The person who has never messed up, never acted in desperation, never succumbed to temptation, probably doesn’t exist, and if they did, they’d be vile. However, it’s all too easy to refuse to acknowledge our own failings, holding a sense of importance, perfection and justification that leaves no room for compassion – either for ourselves, or others. It’s always easier to see other people’s shortcomings, to turn the blame outwards and not to recognise what we do ourselves.
There’s incredible emotional power in failure. It’s a great teacher of how to get things right, a great test of determination and dedication. If we face our own mistakes, shortcomings and stupid moments, it’s easier to be more accepting of the ways in which other people do those too. We’re all human, we all mess up. The person who can admit it, can move on. The person who has to hold an image of perfection in their own eyes, cannot progress. Worse yet is the person who needs everyone else to believe they are faultless and excellent in all things and who will reshape the world to meet their need, at least in their own imaginations.

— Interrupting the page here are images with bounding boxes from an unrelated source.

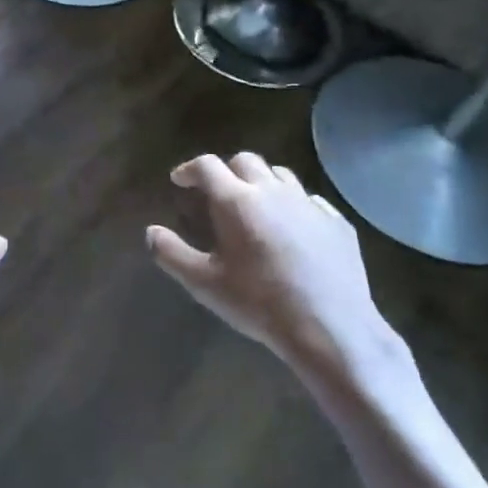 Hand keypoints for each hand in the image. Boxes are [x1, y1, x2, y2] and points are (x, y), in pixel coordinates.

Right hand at [147, 153, 412, 403]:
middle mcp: (272, 191)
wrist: (329, 327)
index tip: (180, 180)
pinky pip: (310, 200)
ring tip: (255, 203)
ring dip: (262, 181)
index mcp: (236, 201)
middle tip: (217, 191)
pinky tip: (292, 227)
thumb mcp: (204, 284)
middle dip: (227, 170)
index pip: (207, 166)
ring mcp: (308, 204)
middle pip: (245, 161)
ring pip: (280, 174)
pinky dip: (294, 204)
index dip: (189, 169)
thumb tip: (151, 232)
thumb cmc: (258, 303)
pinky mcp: (337, 222)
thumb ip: (171, 254) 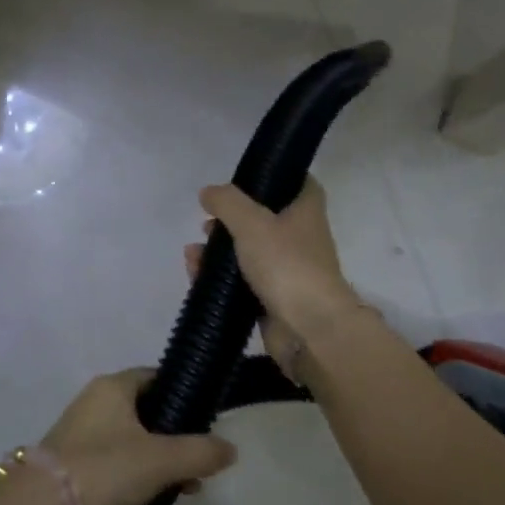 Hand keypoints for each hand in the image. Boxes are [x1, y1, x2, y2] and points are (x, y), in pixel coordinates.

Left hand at [39, 369, 237, 504]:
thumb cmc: (102, 472)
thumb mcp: (160, 461)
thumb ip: (199, 452)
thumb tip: (231, 449)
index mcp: (112, 387)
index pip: (156, 377)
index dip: (184, 393)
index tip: (208, 419)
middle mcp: (93, 402)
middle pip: (145, 410)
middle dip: (174, 435)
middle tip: (199, 462)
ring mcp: (79, 435)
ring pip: (130, 439)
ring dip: (157, 459)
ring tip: (182, 489)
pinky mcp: (70, 466)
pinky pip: (113, 462)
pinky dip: (134, 475)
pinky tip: (150, 501)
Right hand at [188, 179, 361, 371]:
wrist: (310, 329)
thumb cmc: (286, 264)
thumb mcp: (251, 223)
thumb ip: (227, 203)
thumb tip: (208, 192)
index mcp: (306, 211)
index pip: (298, 182)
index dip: (276, 176)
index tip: (247, 177)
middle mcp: (301, 237)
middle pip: (265, 218)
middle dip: (232, 218)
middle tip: (208, 220)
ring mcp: (287, 270)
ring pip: (249, 252)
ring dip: (220, 250)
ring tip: (195, 251)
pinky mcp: (273, 298)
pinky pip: (242, 281)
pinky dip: (220, 277)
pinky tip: (195, 272) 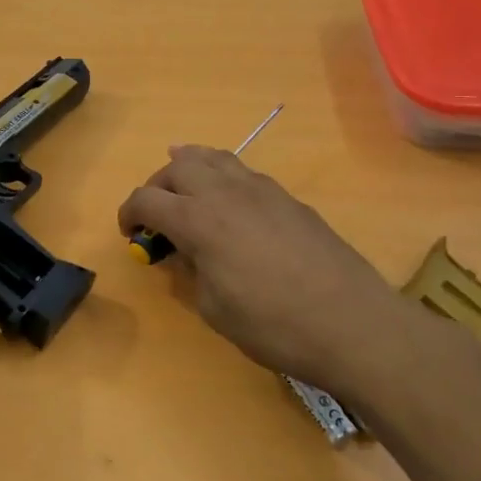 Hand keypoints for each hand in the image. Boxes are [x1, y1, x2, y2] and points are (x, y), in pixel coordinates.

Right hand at [117, 146, 469, 400]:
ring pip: (214, 156)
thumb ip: (192, 271)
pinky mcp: (288, 198)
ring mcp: (261, 189)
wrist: (350, 322)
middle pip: (178, 166)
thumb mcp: (214, 309)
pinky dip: (224, 178)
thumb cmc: (272, 324)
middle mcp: (224, 192)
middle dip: (158, 184)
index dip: (129, 213)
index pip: (146, 199)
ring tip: (186, 188)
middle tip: (158, 213)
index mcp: (197, 220)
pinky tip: (231, 205)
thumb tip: (185, 253)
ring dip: (191, 168)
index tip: (130, 234)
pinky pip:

Falling down and getting up again are part of the journey. If we ask each other to be perfect, we are asking each other not to be human. That seems true in so many workplaces right now, and it’s not workable. We fall, we fail, we make the wrong call. Acceptance of that enables experimentation, real progress, and scope to haul each other up again when needed.
In the meantime, Gods save us from the shining ones who imagine that they are superior and incapable of error, and who crush mere mortals under their boots for imagined shortcomings, much less real ones. As Oscar said, we are all lying in the gutter. Some of us are looking at the stars, I’d like to add that some of us have eyes shut and fingers in ears, la la la I am not in this gutter at all. You miss the stars that way, and the gutter, and everyone else.